Dataset entries:
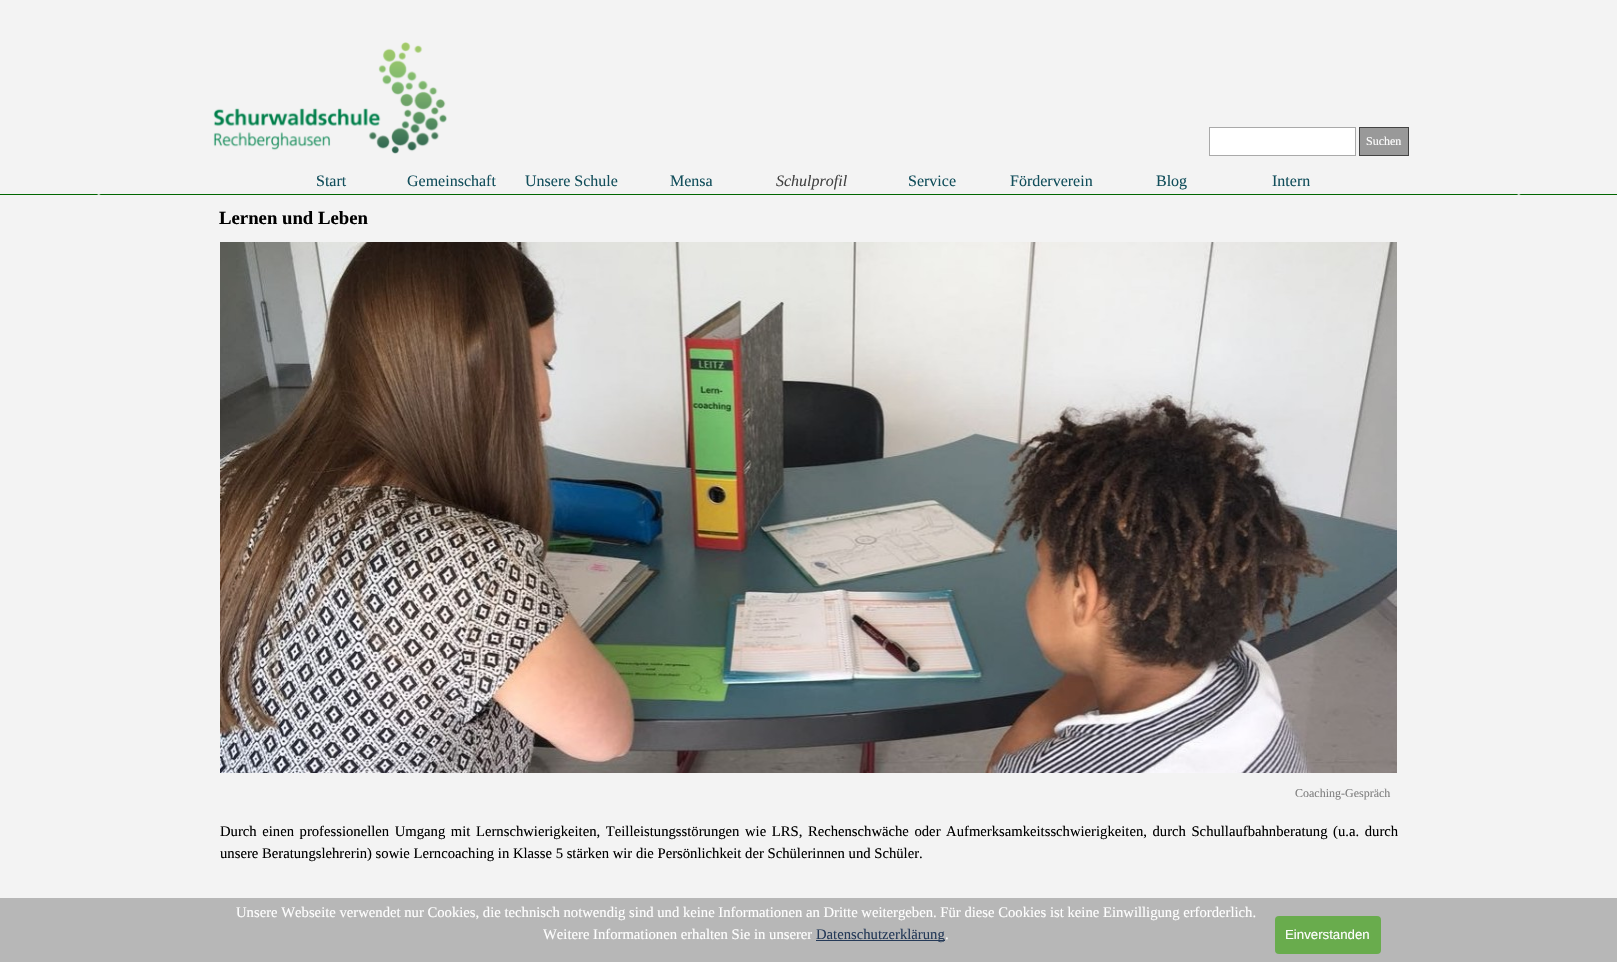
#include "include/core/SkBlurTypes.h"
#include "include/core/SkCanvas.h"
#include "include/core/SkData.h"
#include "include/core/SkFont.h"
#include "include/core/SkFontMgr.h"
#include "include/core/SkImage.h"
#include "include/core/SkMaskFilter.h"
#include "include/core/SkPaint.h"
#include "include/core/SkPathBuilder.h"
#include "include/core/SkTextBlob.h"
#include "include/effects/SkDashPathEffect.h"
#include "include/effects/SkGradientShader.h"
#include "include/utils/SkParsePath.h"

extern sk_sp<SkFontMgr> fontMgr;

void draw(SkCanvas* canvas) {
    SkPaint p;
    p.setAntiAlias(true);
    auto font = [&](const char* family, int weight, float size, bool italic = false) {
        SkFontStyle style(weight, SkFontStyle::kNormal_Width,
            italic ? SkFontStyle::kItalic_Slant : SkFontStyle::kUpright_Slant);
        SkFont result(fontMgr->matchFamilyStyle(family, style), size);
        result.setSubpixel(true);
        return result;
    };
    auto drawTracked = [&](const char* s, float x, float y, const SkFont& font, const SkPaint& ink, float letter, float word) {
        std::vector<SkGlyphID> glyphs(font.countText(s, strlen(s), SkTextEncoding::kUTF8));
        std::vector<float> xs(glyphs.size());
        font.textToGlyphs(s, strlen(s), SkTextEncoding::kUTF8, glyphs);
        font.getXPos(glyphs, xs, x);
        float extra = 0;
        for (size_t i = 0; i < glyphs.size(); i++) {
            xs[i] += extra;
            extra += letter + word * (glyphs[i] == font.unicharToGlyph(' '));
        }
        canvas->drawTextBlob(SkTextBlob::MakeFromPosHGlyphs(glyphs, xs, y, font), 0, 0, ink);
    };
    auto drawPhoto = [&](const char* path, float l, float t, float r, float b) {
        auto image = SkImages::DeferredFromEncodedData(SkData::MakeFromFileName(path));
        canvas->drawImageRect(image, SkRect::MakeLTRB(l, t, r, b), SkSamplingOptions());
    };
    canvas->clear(0xFFF3F3F3);
    drawPhoto("media/1.png", 213, 42, 447, 154);
    p.setColor(0xFFFFFFFF);
    canvas->drawRect(SkRect::MakeLTRB(1209.5f, 127.5f, 1355.5f, 155.5f), p);
    p.setStyle(SkPaint::kStroke_Style);
    p.setStrokeWidth(1);
    p.setColor(0xFFA9A9A9);
    canvas->drawRect(SkRect::MakeLTRB(1209.5f, 127.5f, 1355.5f, 155.5f), p);
    p.setStyle(SkPaint::kFill_Style);
    p.setColor(0xFF999999);
    canvas->drawRect(SkRect::MakeLTRB(1359.5f, 127.5f, 1408.5f, 155.5f), p);
    p.setStyle(SkPaint::kStroke_Style);
    p.setColor(0xFF434343);
    canvas->drawRect(SkRect::MakeLTRB(1359.5f, 127.5f, 1408.5f, 155.5f), p);
    auto font1 = font("Liberation Serif", 400, 12);
    p.setStyle(SkPaint::kFill_Style);
    p.setColor(0xFFFFFFFF);
    canvas->drawString("Suchen", 1366, 145, font1, p);
    auto font2 = font("Liberation Serif", 400, 16);
    p.setColor(0xFF134F5C);
    {
        const struct { const char* s; float x, y; } items[] = {
            {"Start", 316, 186},
            {"Gemeinschaft", 407, 186},
            {"Unsere Schule", 525, 186},
            {"Mensa", 670, 186},
        };
        for (auto [s, x, y] : items) {
            canvas->drawString(s, x, y, font2, p);
        }
    }
    auto font3 = font("Liberation Serif", 400, 16, true);
    p.setColor(0xFF434343);
    canvas->drawString("Schulprofil", 776, 186, font3, p);
    p.setColor(0xFF134F5C);
    {
        const struct { const char* s; float x, y; } items[] = {
            {"Service", 908, 186},
            {"Förderverein", 1010, 186},
            {"Blog", 1156, 186},
            {"Intern", 1272, 186},
        };
        for (auto [s, x, y] : items) {
            canvas->drawString(s, x, y, font2, p);
        }
    }
    auto font4 = font("Liberation Serif", 700, 18.75f);
    p.setColor(0xFF000000);
    canvas->drawString("Lernen und Leben", 219, 224, font4, p);
    drawPhoto("media/2.png", 220, 242, 1397, 773);
    p.setColor(0xFF808080);
    canvas->drawString("Coaching-Gespräch", 1295, 797, font1, p);
    auto font5 = font("Liberation Serif", 400, 14.67f);
    p.setColor(0xFF000000);
    drawTracked("Durch einen professionellen Umgang mit Lernschwierigkeiten, Teilleistungsstörungen wie LRS, Rechenschwäche oder Aufmerksamkeitsschwierigkeiten, durch Schullaufbahnberatung (u.a. durch", 220, 836, font5, p, 0, 1.9f);
    canvas->drawString("unsere Beratungslehrerin) sowie Lerncoaching in Klasse 5 stärken wir die Persönlichkeit der Schülerinnen und Schüler.", 220, 858, font5, p);
    drawPhoto("media/3.png", 0, 194, 1617, 195);
    p.setColor(0xFFB7B7B7);
    canvas->drawRect(SkRect::MakeLTRB(0, 898, 1617, 962), p);
    p.setColor(0xFFFFFFFF);
    canvas->drawString("Unsere Webseite verwendet nur Cookies, die technisch notwendig sind und keine Informationen an Dritte weitergeben. Für diese Cookies ist keine Einwilligung erforderlich.", 236, 917, font5, p);
    canvas->drawString("Weitere Informationen erhalten Sie in unserer", 543, 939, font5, p);
    p.setColor(0xFF253A58);
    canvas->drawRect(SkRect::MakeLTRB(816, 940, 945, 941), p);
    canvas->drawString("Datenschutzerklärung", 816, 939, font5, p);
    p.setColor(0xFFFFFFFF);
    canvas->drawString(".", 945, 939, font5, p);
    p.setColor(0xFF69AC4D);
    canvas->drawRoundRect(SkRect::MakeLTRB(1275, 916, 1381, 954), 4, 4, p);
    auto font6 = font("Liberation Sans", 400, 13.25f);
    p.setColor(0xFFFFFFFF);
    canvas->drawString("Einverstanden", 1285, 939, font6, p);
}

Work to complete
Show all lines from the data that contain "strlen".

Result below
        std::vector<SkGlyphID> glyphs(font.countText(s, strlen(s), SkTextEncoding::kUTF8));
        font.textToGlyphs(s, strlen(s), SkTextEncoding::kUTF8, glyphs);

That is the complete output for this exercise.